A parallel case is Geoffrey’s account of Brutus and the descent of the Britons from the Trojans. The tradition is found in Nennius, and perhaps dates from the classical revival at the court of Charlemagne. It is clearly not a popular tradition, but an artificial tradition of the learned; but whilst Geoffrey did not invent the legend, he invented all the details—letters and speeches, and hairbreadth escapes and tales of love and war.

Probably his detailed accounts of King Arthur’s European conquests—extending over nearly all Western Europe, from Iceland and Norway to Gaul and Italy—are still more the work of Geoffrey’s inventive genius, though it is possible they may rest on early Celtic myths about the voyage of Arthur to Hades, as Professor Rhys suggests, or on late Breton traditions which mixed up Arthur with Charles the Great.

Now let us consider Geoffrey as a gatherer and transmitter of the genuine oral traditions of the Welsh and Breton people. Genuine traditions are true history in the sense that they preserve manners and customs and modes of thought prevalent at the time when they became current. Thus they are on quite a different level from Geoffrey’s inventions, though they cannot be taken as containing the history of any of the individuals to whom they profess to relate. He tells us in his preface that the actions of Arthur and many others, though not mentioned by historians, “were celebrated by many people in a pleasant manner and by heart,” were sung by poets and handed down from generation to generation, like the poetical traditions of every people in primitive times. There can be no doubt that Geoffrey collected a number of these old stories and wove them into his narrative. Thus, the story of King Lear and his daughters has the ring of a genuine popular tradition about it, though the dates and pseudo-historical setting were probably supplied by Geoffrey. Again, there were certainly prophecies attributed to Merlin current in Geoffrey’s time. But one may suspect Geoffrey of doing a good deal more than translate the prophecies of Merlin; he adapted them; one may even suspect him of parodying them. “After him shall succeed the boar of Totness, and oppress the people with grievous tyranny. Gloucester shall send forth a lion and shall disturb him in his cruelty in several battles. The lion shall trample him under his feet ... and at last get upon the backs of the nobility. A bull shall come into the quarrel and strike the lion ... but shall break his horns against the walls of Oxford.” “Then shall two successively sway the sceptre, whom a horned dragon shall serve.
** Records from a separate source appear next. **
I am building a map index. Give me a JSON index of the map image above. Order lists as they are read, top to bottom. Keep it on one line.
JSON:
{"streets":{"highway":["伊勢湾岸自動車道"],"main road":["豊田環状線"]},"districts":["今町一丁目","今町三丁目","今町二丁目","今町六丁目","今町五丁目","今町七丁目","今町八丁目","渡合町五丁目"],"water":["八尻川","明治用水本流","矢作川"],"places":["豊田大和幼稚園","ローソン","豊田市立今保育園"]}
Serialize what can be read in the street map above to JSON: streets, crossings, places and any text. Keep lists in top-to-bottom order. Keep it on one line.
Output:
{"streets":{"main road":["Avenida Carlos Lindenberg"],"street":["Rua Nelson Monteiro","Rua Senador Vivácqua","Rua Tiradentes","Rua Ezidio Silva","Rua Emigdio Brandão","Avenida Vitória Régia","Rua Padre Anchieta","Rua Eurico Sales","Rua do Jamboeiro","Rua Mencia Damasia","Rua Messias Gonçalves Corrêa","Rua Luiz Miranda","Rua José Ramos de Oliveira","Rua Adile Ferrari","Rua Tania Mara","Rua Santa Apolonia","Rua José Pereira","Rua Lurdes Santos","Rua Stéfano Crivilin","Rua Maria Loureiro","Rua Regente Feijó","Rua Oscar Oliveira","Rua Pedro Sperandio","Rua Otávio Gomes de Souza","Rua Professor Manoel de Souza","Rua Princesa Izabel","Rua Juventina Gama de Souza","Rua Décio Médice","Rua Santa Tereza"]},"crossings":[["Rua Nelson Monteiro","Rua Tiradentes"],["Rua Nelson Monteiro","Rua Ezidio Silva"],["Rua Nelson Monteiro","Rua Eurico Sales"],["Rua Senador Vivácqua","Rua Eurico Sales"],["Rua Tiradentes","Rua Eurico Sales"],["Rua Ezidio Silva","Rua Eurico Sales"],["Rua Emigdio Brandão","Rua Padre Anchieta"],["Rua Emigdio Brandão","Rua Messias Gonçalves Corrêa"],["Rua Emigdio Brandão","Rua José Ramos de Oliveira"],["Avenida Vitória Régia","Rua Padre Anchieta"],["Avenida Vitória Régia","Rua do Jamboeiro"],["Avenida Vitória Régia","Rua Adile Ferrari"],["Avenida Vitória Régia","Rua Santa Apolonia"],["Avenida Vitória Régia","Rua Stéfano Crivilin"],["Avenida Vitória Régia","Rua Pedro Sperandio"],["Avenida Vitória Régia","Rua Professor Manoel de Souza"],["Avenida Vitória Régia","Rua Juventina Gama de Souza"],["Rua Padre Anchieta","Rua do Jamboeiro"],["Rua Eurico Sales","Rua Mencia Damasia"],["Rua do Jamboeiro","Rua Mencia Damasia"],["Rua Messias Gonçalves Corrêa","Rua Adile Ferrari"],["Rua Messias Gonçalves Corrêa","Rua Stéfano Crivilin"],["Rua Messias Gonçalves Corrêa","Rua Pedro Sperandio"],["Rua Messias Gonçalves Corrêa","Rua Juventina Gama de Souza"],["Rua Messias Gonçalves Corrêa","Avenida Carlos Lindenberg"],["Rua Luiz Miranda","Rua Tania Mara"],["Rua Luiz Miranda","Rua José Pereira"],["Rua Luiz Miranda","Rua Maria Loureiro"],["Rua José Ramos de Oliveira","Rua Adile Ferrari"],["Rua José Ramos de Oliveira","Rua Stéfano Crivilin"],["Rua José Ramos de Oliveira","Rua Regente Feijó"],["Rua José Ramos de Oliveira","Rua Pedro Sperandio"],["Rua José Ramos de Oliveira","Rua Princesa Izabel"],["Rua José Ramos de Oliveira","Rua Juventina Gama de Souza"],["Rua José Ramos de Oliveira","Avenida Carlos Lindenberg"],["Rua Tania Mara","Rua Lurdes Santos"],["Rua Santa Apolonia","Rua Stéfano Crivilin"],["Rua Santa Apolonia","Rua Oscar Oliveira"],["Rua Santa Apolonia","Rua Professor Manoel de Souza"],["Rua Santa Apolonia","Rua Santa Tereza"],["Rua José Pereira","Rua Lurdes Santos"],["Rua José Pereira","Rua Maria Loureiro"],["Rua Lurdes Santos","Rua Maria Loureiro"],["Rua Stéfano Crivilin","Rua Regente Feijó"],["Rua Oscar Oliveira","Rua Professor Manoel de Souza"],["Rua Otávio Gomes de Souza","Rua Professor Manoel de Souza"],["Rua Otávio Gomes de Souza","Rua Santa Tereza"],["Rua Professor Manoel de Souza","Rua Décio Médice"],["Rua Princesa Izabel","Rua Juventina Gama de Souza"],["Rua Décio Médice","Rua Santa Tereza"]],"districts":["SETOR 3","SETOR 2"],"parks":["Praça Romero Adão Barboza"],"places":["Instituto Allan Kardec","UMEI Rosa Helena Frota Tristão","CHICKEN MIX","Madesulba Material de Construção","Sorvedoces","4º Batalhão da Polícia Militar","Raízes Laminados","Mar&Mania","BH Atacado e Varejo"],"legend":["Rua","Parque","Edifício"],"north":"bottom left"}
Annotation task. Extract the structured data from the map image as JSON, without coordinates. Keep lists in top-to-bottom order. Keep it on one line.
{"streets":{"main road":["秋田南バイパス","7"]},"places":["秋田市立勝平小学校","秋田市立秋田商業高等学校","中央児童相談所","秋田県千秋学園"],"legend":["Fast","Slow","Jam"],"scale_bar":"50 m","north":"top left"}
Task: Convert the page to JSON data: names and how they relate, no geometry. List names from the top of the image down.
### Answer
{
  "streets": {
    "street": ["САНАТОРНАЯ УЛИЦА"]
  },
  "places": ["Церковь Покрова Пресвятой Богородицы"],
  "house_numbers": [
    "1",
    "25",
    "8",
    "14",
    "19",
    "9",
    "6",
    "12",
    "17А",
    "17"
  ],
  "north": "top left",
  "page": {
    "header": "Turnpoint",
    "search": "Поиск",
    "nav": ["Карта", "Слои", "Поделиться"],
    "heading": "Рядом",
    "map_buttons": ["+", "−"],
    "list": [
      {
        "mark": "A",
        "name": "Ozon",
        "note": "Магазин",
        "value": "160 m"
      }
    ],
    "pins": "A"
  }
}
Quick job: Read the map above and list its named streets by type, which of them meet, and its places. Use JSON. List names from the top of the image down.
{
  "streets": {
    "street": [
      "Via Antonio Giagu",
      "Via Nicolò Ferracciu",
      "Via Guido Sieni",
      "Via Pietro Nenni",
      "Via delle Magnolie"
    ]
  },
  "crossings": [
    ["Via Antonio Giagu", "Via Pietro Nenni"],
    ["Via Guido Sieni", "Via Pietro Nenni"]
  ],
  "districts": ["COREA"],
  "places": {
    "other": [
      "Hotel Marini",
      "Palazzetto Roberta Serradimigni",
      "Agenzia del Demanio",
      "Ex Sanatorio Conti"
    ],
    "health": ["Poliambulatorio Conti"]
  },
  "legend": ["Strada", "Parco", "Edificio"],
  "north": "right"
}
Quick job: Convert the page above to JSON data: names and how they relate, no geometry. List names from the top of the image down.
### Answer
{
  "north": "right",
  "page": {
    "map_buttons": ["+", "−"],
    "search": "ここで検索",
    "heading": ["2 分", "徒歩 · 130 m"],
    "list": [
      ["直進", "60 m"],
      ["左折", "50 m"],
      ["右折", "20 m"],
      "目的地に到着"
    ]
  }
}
One shall come in armour and ride upon a flying serpent. He shall sit upon its back with his naked body, and cast his right hand upon its tail.... The second shall ally with the lion; but a quarrel happening they shall encounter one another ... but the courage of the beast shall prevail. Then shall one come with a drum, and appease the rage of the lion. Therefore shall the people of the kingdom be at peace, and provoke the lion to a dose of physic!”

Then as to Arthur. In Geoffrey’s history he appears mainly as a great continental conqueror—a kind of Welsh Charlemagne. “Many of the most picturesque and significant features of the full-grown legend (as Professor Lewis Jones points out)[1] are not even faintly suggested by Geoffrey. The Round Table, Lancelot, the Grail were unknown to him, and were grafted on the legend from other sources.” But he made the Arthurian legends fashionable; he opened for all Europe the hitherto unknown and inexhaustible well of Celtic romance; and it may be said without exaggeration that “no mediæval work has left behind it so prolific a literary offspring as the History of the Kings of Britain.”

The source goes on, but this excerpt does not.